The one area of Catalonia where there is remarkably less enthusiasm for independence from Spain lies in its northwest: the Val d’Aran, the only comarca north of the Pyrenees.
Its population of less than 10,000 speaks Aranese, a form of Gascon, itself a variety grouped (though not without controversy) under the rubric of Occitan, a Romance language once spoken in the south of France.
In France, these “varieties” (a term I use for the sake of neutrality) of Occitan, such as Gascon, Provençal and Limousin, have been relegated to folkloric remnants harking back to the Troubadours. They are subject to token efforts, such as bilingual signage and partially subsidized school instructions, but are derisively considered patois dialects or, worse still, bastardized versions of French.
In Catalonia, however, Aranese enjoys co-official status alongside Catalan and Spanish.
The Val d’Aran also has more privileges than other comarcas of Catalonia, including its own administrative organization, part of which is the General Council of Aran. In 2015, the Catalan government formally recognized an “Occitan national reality”, including the region’s right to autonomy.

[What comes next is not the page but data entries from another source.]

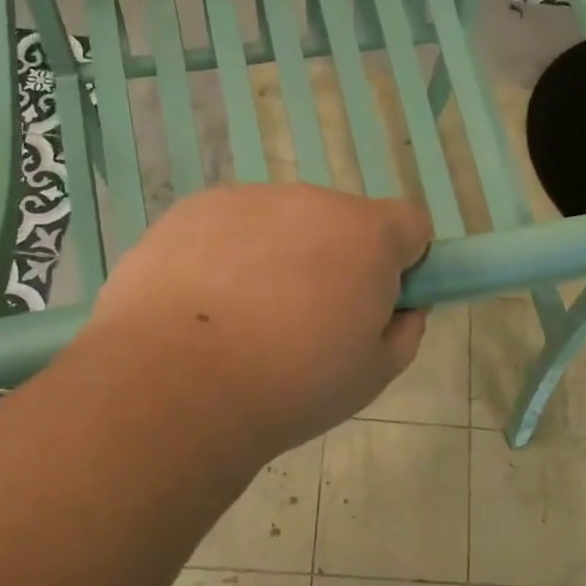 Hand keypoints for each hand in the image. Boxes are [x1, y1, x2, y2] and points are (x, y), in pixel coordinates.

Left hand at [82, 185, 432, 463]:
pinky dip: (227, 256)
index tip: (376, 305)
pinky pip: (229, 227)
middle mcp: (311, 201)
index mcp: (367, 235)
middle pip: (342, 223)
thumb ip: (403, 332)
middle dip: (336, 261)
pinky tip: (202, 307)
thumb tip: (401, 308)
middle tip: (304, 323)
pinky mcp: (192, 209)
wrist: (174, 385)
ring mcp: (247, 199)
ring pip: (282, 224)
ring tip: (242, 320)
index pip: (411, 226)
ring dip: (279, 256)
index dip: (402, 265)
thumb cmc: (290, 386)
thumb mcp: (373, 375) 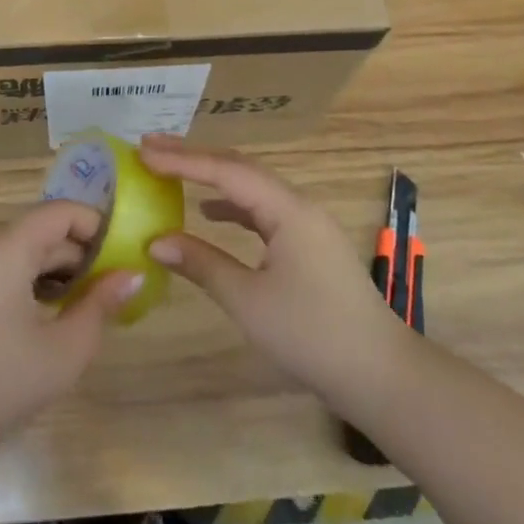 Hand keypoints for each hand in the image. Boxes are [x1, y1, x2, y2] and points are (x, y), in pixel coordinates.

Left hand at [0, 201, 143, 454]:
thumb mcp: (63, 351)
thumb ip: (101, 305)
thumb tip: (132, 274)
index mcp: (7, 243)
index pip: (63, 212)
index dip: (97, 227)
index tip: (122, 257)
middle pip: (42, 230)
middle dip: (77, 256)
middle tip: (105, 293)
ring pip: (21, 245)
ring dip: (52, 268)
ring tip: (74, 308)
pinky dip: (25, 275)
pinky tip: (38, 314)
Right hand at [143, 136, 408, 411]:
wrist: (379, 374)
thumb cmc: (311, 334)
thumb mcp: (248, 300)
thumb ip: (202, 264)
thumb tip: (156, 241)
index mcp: (287, 210)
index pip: (227, 171)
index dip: (183, 160)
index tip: (144, 151)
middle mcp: (298, 205)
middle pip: (241, 168)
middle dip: (196, 157)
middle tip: (151, 150)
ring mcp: (307, 224)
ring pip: (253, 188)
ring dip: (213, 177)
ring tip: (173, 171)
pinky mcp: (309, 244)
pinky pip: (263, 210)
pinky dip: (233, 205)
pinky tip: (211, 213) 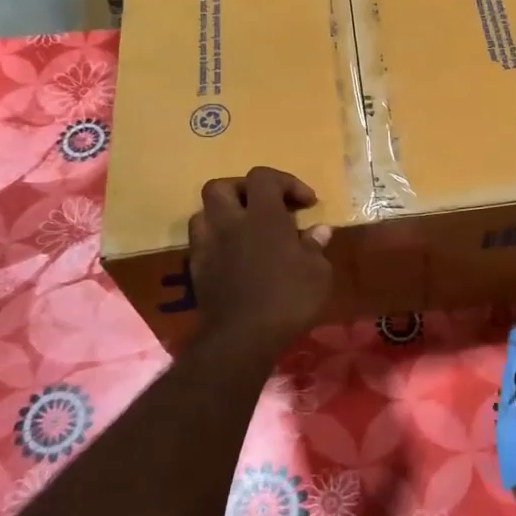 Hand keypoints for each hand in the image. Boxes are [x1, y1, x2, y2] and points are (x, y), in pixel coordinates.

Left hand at [188, 166, 333, 357]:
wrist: (241, 338)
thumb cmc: (288, 300)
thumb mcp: (318, 274)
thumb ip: (316, 247)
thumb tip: (319, 231)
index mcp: (262, 216)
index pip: (264, 177)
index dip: (286, 182)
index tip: (307, 203)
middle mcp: (229, 223)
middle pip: (222, 187)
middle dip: (243, 190)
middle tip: (265, 207)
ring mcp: (208, 246)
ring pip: (204, 213)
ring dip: (224, 215)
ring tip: (244, 230)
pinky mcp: (196, 270)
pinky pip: (202, 243)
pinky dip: (217, 242)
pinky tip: (234, 257) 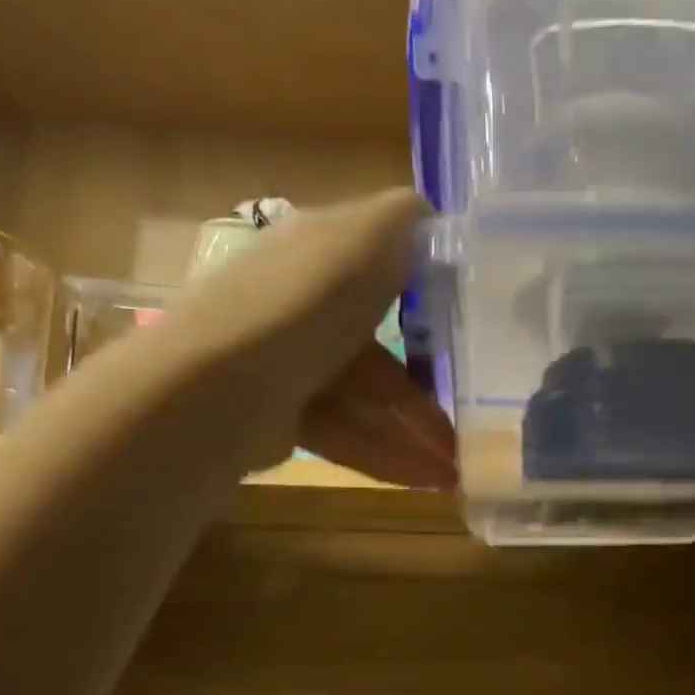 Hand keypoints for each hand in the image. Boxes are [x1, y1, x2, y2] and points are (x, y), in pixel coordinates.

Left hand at [172, 188, 456, 488]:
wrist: (221, 388)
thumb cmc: (305, 306)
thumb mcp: (366, 239)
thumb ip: (405, 221)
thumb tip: (431, 215)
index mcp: (318, 253)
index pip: (380, 269)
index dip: (427, 299)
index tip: (471, 330)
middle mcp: (302, 304)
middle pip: (381, 349)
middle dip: (427, 391)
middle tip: (473, 421)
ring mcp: (290, 364)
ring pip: (367, 400)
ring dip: (415, 433)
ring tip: (456, 468)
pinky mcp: (282, 417)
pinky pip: (348, 433)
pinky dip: (387, 454)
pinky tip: (426, 479) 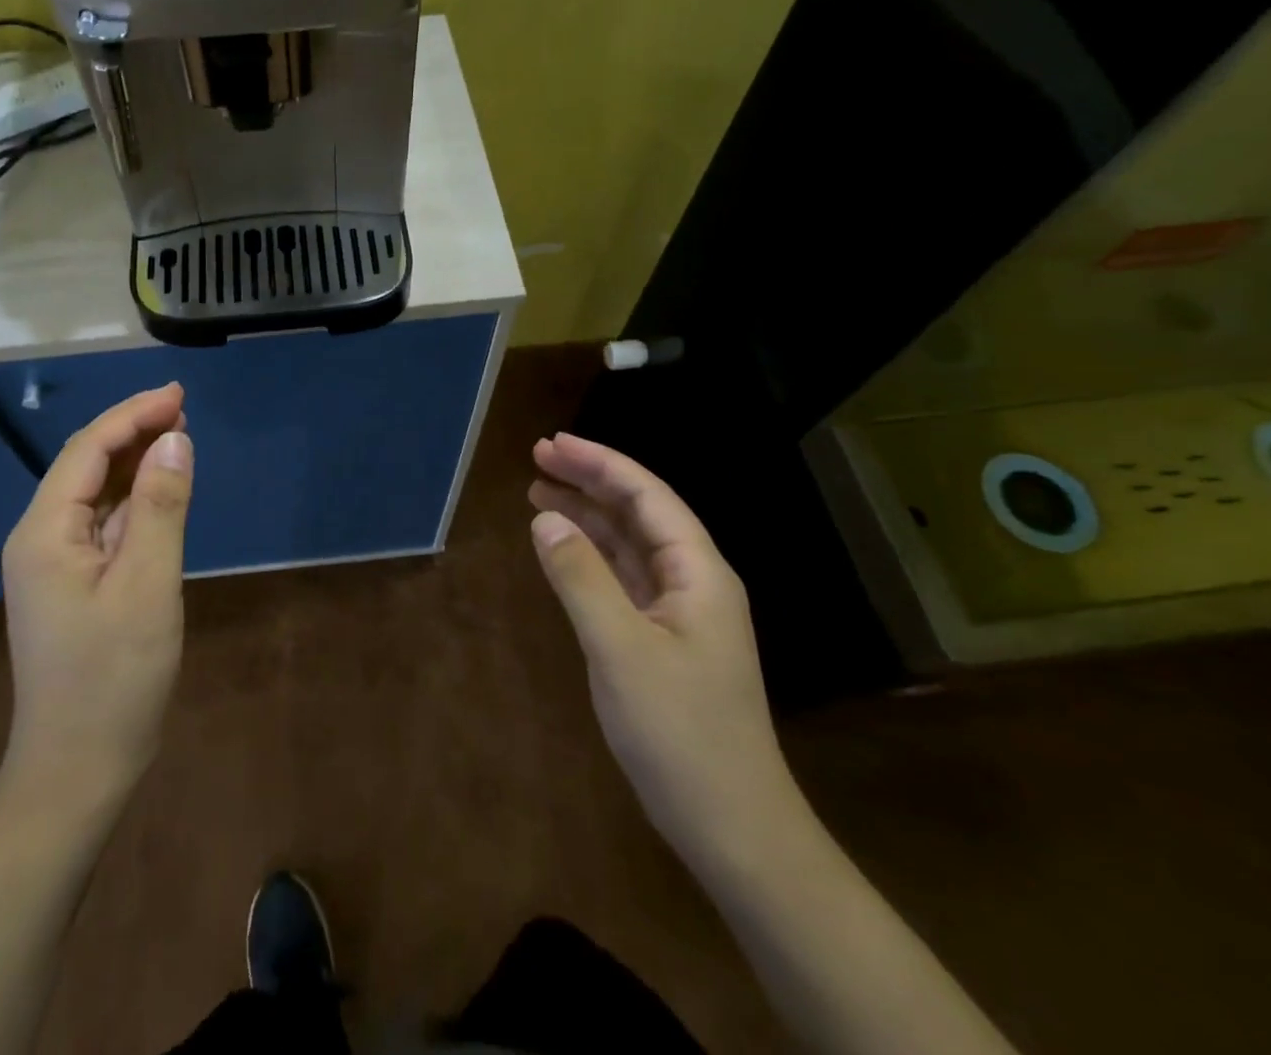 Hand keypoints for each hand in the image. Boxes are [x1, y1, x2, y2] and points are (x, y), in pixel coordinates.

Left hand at [0, 384, 193, 800]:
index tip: (179, 395)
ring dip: (136, 461)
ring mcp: (54, 562)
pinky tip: (161, 491)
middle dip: (134, 431)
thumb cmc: (113, 678)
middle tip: (185, 410)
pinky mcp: (72, 583)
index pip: (88, 450)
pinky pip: (103, 523)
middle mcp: (40, 538)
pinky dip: (135, 499)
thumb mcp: (148, 586)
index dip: (133, 414)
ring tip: (179, 437)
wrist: (77, 770)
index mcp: (45, 532)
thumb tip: (175, 439)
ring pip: (96, 493)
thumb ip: (162, 507)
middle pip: (87, 465)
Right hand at [528, 432, 801, 866]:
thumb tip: (544, 518)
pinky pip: (623, 577)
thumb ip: (580, 577)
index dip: (600, 463)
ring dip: (587, 514)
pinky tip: (563, 547)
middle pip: (638, 512)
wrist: (732, 827)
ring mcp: (679, 612)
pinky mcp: (662, 639)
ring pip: (628, 543)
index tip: (553, 443)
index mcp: (698, 572)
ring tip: (538, 490)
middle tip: (537, 457)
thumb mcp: (620, 649)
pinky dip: (591, 554)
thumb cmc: (680, 733)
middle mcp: (693, 581)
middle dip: (590, 480)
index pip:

Obtaining autonomy from Catalonia for the Val d’Aran would be subject to a referendum. Which brings to mind a greater question: while it is laudable and logical that the Catalan government should extend such rights to a linguistic minority, and in doing so set an example of tolerance, should Catalonia achieve independence from Spain, would this not place the Val d’Aran in the same position that Catalonia currently finds itself in vis-à-vis Spain and sound the death knell of the special recognition accorded to the region?